Culture

The Assault on Marriage Continues

Dan Savage is a sex-advice columnist and a leading gay activist. He is probably best known for spearheading the “It Gets Better Project”—a YouTube campaign encouraging gay teenagers that being gay gets better after high school. He has received a great deal of favorable press from mainstream media outlets, even though his work as a gay activist includes a fair amount of morally dubious activities.

Mark Oppenheimer recently profiled Savage in a lengthy piece for The New York Times Magazine. Oppenheimer’s article focuses on Dan Savage’s prescription for healthy marriages—non-monogamy. Savage argues not only that gay marriage should be legal but also that monogamy should be discarded as a marital norm. From Oppenheimer’s article:

Savage has for 20 years been saying monogamy is harder than we admit and articulating a sexual ethic that he thinks honors the reality, rather than the romantic ideal, of marriage. In Savage Love, his weekly column, he inveighs against the American obsession with strict fidelity. In its place he proposes a sensibility that we might call American Gay Male, after that community’s tolerance for pornography, fetishes and a variety of partnered arrangements, from strict monogamy to wide openness.
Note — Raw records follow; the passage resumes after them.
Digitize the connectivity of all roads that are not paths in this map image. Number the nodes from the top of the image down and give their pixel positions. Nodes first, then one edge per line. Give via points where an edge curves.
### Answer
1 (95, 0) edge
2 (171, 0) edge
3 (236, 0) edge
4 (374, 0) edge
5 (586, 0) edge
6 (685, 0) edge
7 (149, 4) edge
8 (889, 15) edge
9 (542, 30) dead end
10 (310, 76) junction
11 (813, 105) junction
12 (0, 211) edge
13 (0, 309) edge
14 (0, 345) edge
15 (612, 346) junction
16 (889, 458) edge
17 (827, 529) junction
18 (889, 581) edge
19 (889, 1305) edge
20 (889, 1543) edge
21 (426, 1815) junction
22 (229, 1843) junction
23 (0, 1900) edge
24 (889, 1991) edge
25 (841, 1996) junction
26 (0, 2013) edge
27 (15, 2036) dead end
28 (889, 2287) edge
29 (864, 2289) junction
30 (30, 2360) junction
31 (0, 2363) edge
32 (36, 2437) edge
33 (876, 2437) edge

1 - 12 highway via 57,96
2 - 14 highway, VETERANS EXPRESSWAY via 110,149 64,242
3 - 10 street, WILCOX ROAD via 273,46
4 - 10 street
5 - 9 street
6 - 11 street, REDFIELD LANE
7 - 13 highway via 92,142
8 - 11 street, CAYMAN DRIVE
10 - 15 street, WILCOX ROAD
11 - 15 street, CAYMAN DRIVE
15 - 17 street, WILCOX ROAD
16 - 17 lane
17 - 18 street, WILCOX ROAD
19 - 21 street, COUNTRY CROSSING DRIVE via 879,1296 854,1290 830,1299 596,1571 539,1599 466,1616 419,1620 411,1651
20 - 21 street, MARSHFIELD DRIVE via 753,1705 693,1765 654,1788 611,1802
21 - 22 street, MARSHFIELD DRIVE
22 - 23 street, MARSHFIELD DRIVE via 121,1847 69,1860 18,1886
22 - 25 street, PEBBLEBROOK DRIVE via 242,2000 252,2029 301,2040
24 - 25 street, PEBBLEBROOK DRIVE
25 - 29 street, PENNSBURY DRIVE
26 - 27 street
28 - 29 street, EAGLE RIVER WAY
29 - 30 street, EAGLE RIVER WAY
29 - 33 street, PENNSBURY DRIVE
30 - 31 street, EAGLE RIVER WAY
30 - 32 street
Savage believes monogamy is right for many couples. But he believes that our discourse about it, and about sexuality more generally, is dishonest. Some people need more than one partner, he writes, just as some people need flirting, … others need lovers of both sexes. We can’t help our urges, and we should not lie to our partners about them. In some marriages, talking honestly about our needs will forestall or obviate affairs; in other marriages, the conversation may lead to an affair, but with permission. In both cases, honesty is the best policy.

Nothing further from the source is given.